3. It is pointed out in the written explanation by M. Pluktas that under the Law the Government is obligated to establish the procedure for establishing reduced working days or reduced working weeks. Having determined that one is permitted not only to reduce working days or reduce working weeks individually, but also to reduce both working days and working weeks at the same time, in the opinion of M. Pluktas, the Government accomplished the requirements of the Law not precisely.

V

In the course of the preparation of the case for court proceedings, a written explanation was received from the specialist—Prof. Dr. I. Nekrošius, Head of the Department of Labour Law of the Faculty of Law, Vilnius University.

It is noted in the explanation that, under Article 46 of the Law, upon an agreement between the employee and the employer, a reduced working day or reduced working week may be established. No one may impose any limitation on freedom of this agreement.

In the opinion of the specialist, the Government is permitted to establish certain procedures of implementation of the norm of the Law without changing the substantive content of the said norm. According to him, in Item 3.3 of the Procedure the Government established what it had been commissioned by the Law.

The specialist paid attention to the fact that even though the petitioner appealed as for Item 3.3 of the Procedure, however, doubts arise not as to the compliance of Item 3.3 but that of Item 5 of the Procedure with the Constitution and the Law. Item 5 of the Procedure provides that a reduced working day (shift) may not be shorter than half of the working day (shift), while a reduced working week—than three working days a week. The specialist maintains that the Government, establishing Item 5 of the Procedure, virtually supplemented Article 46 of the Law on Labour Protection which does not provide for any minimal standards of reduced working time.

VI

1. At the Constitutional Court hearing, the representative of the party concerned—the Government—A. Bartkevičius virtually reiterated the arguments set forth in his written explanation.

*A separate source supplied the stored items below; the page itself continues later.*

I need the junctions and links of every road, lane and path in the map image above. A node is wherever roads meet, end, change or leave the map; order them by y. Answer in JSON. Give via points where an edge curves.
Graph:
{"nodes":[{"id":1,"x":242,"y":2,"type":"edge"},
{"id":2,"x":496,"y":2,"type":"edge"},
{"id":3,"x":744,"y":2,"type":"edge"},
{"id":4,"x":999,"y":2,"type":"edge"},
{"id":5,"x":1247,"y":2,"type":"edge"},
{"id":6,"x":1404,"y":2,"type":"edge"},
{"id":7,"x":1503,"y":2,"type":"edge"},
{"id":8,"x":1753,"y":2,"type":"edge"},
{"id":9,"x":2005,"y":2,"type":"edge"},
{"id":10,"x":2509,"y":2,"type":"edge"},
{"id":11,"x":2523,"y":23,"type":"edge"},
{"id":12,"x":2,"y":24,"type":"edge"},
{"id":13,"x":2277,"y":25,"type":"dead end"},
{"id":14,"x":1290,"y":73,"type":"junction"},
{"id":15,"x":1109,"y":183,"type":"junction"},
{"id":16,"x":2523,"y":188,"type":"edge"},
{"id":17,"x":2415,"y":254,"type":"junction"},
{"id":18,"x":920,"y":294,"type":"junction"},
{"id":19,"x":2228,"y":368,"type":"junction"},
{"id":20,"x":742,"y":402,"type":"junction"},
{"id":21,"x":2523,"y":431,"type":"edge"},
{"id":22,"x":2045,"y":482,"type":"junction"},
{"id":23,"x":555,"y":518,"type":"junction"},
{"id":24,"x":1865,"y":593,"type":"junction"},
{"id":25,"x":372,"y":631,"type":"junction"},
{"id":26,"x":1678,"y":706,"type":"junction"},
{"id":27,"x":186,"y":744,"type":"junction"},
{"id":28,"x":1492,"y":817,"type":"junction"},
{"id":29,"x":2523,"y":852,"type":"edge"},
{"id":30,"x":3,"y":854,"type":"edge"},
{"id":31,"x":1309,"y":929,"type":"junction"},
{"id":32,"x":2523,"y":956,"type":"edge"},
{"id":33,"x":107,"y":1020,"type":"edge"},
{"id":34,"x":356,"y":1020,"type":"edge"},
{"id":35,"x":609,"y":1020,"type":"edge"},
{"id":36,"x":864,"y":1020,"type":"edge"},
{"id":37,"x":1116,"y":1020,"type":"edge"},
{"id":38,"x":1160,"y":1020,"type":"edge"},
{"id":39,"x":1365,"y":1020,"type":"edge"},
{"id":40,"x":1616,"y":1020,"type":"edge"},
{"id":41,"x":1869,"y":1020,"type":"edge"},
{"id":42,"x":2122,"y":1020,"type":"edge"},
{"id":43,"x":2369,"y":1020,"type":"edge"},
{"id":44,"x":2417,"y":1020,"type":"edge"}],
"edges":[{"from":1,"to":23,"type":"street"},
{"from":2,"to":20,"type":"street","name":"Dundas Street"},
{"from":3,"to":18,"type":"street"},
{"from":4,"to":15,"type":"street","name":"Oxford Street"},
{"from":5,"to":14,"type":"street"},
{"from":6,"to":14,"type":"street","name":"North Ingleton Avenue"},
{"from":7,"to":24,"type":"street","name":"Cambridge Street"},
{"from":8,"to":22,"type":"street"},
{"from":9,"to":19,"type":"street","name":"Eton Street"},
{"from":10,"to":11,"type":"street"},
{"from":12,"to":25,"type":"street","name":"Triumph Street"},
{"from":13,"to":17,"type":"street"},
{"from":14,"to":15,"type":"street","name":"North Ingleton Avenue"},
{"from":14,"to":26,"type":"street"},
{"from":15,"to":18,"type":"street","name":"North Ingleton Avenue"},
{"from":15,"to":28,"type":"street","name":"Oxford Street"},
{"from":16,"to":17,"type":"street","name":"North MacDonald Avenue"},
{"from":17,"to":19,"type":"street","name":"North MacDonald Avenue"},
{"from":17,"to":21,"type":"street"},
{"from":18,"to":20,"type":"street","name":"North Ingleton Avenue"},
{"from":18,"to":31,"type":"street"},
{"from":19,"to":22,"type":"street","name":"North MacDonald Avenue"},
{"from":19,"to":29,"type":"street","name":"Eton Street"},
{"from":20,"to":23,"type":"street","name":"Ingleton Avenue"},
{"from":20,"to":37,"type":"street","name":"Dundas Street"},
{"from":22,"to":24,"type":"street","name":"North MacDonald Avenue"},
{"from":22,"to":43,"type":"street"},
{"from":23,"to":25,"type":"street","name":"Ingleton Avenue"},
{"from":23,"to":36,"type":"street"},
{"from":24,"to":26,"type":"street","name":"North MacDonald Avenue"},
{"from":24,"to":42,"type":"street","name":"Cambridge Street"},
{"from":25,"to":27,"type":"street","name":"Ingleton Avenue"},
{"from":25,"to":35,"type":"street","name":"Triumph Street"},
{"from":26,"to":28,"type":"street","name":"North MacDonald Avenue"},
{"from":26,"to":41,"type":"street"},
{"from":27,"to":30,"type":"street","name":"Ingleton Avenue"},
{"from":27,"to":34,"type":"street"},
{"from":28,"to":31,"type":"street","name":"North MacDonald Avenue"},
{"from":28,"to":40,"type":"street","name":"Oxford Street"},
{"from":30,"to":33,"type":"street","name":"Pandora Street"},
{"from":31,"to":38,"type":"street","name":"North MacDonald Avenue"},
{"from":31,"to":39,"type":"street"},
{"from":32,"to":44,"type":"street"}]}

2. At the Constitutional Court hearing, the specialist Prof. Dr. I. Nekrošius, supplementing the arguments set forth in his written explanation, emphasised that the opportunity established in Article 46 of the Law for an employee to agree with the employer for reduced working time presupposes, first, the opportunity itself to agree, and, second, to agree on how much the employee will work and for how long he will be employed. In the opinion of the specialist, under the Law it is possible to agree on varied establishment of reduced working time, therefore, Item 3.3 of the Procedure does not violate the provisions of the Law: it merely particularises them. However, in the opinion of the petitioner, Item 5 of the Procedure, establishing the minimal duration of reduced working time, the conformity of which with the Law and the Constitution has not been challenged by the petitioner, conflicts with Article 46 of the Law and Item 2 of Article 94 of the Constitution.

The Constitutional Court

holds that:

I

On the compliance of Item 3.3 of the Procedure for Establishing Reduced Working Days or Reduced Working Weeks as approved by government resolution No. 21 of 9 January 1995 with Paragraph 4 of Article 46 of the Law on Labour Protection (wording of 7 October 1993).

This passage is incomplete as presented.